だからこそ「旅に出る準備」アルバムリリースツアーがここまで白熱した素晴らしいものになったのでしょう。

音楽を本当に愛して止まない気持ちが強さを生んでいるのでしょうか。

それでは今回のライブレビューに解説を加えていきましょう。

ツアーファイナルのレビュー解説

渋谷duo MUSIC EXCHANGEでのツアーファイナル

【Czecho No Republic】2018年ライブ「旅に出る準備」リリースツアーのレビュー解説の画像

旅に出る準備」で幕を開けた2018年10月2日のツアーファイナル。

新たな旅へ出ようとするCzecho No Republicそのものの幕開けでしょう。

最高の旅へ出る準備はできていますか?と武井が放った言葉には自らを鼓舞させる狙いもあると思います。

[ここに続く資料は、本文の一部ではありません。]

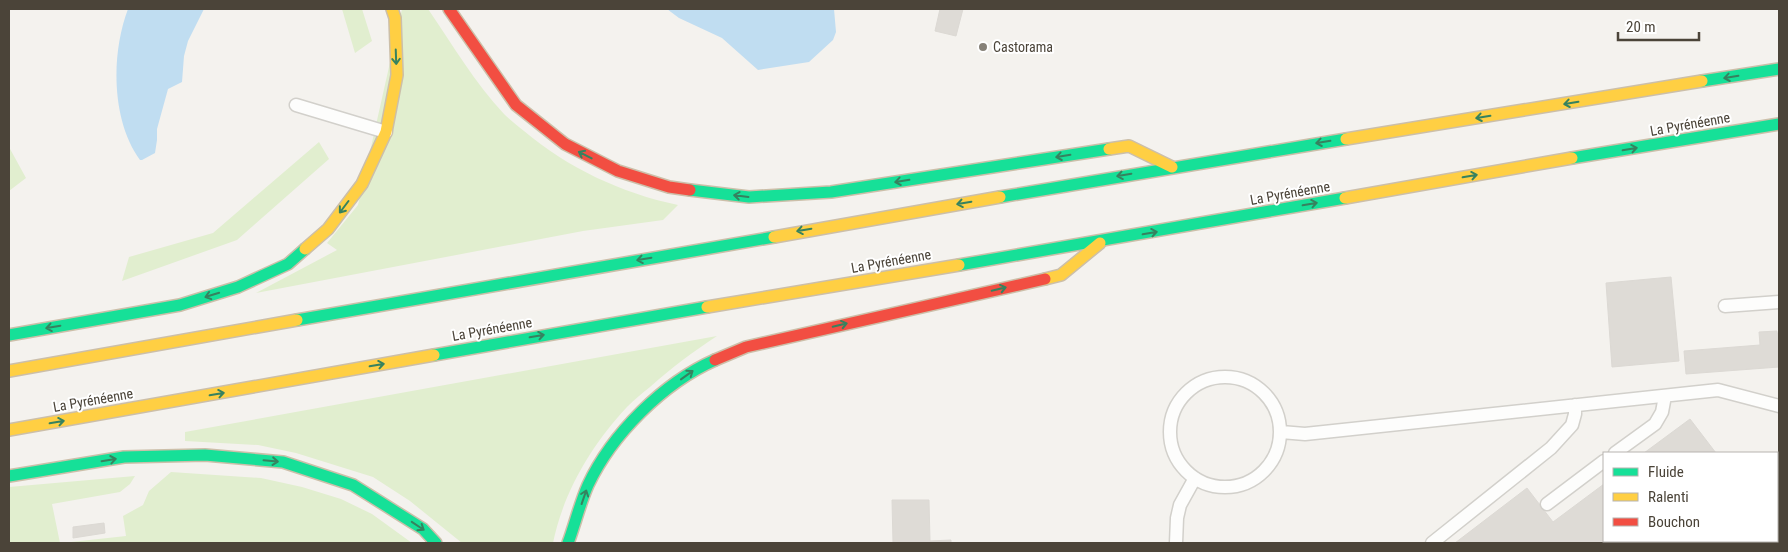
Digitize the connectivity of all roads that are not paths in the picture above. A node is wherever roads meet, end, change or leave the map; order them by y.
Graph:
1 (392, 9) edge
2 (449, 9) edge
3 (1779, 69) edge
4 (296, 105) dead end
5 (1779, 124) edge
6 (386, 132) junction
7 (1172, 166) junction
8 (1102, 241) junction
9 (1779, 302) edge
10 (1725, 306) dead end
11 (9, 335) edge
12 (9, 371) edge
13 (1665, 396) junction
14 (1575, 405) junction
15 (1779, 406) edge
16 (9, 430) edge
17 (1281, 432) junction
18 (1616, 452) edge
19 (1603, 462) edge
20 (9, 476) edge
21 (1195, 478) junction
22 (1547, 504) dead end
23 (436, 543) edge
24 (568, 543) edge
25 (1176, 543) edge
26 (1432, 543) edge

1 -> 6 highway
7 -> 2 highway
3 -> 7 highway
4 - 6 lane
8 -> 5 highway, La Pyrénéenne
6 -> 11 highway
7 -> 12 highway
16 -> 8 highway, La Pyrénéenne
24 -> 8 highway
9 - 10 lane
13 - 14 lane
13 - 15 lane
13 - 18 lane
14 - 17 lane
14 - 26 lane
17 - 21 lane
17 - 21 lane
19 - 22 lane
20 -> 23 highway
21 - 25 lane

そして「Amazing Parade」へなだれ込みます。

この2曲だけでも楽しそうなオープニングですがメンバー4人とも笑顔だったそうです。

観客も共に歌っていてたそうですがこの情景を思い浮かべるだけで幸せになりそうです。

次の名曲Call Her」ではタカハシがギターを弾いていました。

これは4人体制での新たな試みだと言えます。

困難な事態を好転に捉える4人の底力がうかがえる試みだと思いました。

続けて「チキンレース」「Spring」「ザナドゥ」「ファインデイ」「Electric Girl」と続きます。

タカハシのボーカルが輝くリズミカルな曲が次々に演奏されるのです。

止まるところを知らない感じがいつまでも続いて欲しいというライブもまだ序盤です。

楽器を変更しても魅せるパフォーマンス

続く「Dream Beach Sunset」では砂川がベースを弾きました。

そこで砂川はスラップベースという打楽器のようにベースを弾く奏法で魅せました。

こういう楽しませ方もバンドが一段高みに昇っていった証でしょう。

大人(たいじん)のような余裕があるからイレギュラーなことも出来るのです。

今のCzecho No Republicを等身大で映し出す「Baby Baby Baby Baby」も披露

【Czecho No Republic】2018年ライブ「旅に出る準備」リリースツアーのレビュー解説の画像

この「Baby Baby Baby Baby」はZIMAのCM曲でした。

4人になって初めて作った4人のための曲。

4人はそれを音と歌で丁寧に綴ったそうです。

「Baby Baby Baby Baby」のヒントとなった曲を続けてカバー

そうして4人はAlvvaysの「Archie, Marry Me」のカバーを演奏しました。

この曲はしっとりとした歌で4人もそのとおりに歌ったのだと思います。

不安を解消させてくれた曲だと武井は言ってました。

やはり不安は当然ながらあったのです。

それでも、何かをキッカケにそれを力に変えることが出来たから今の4人があるのです。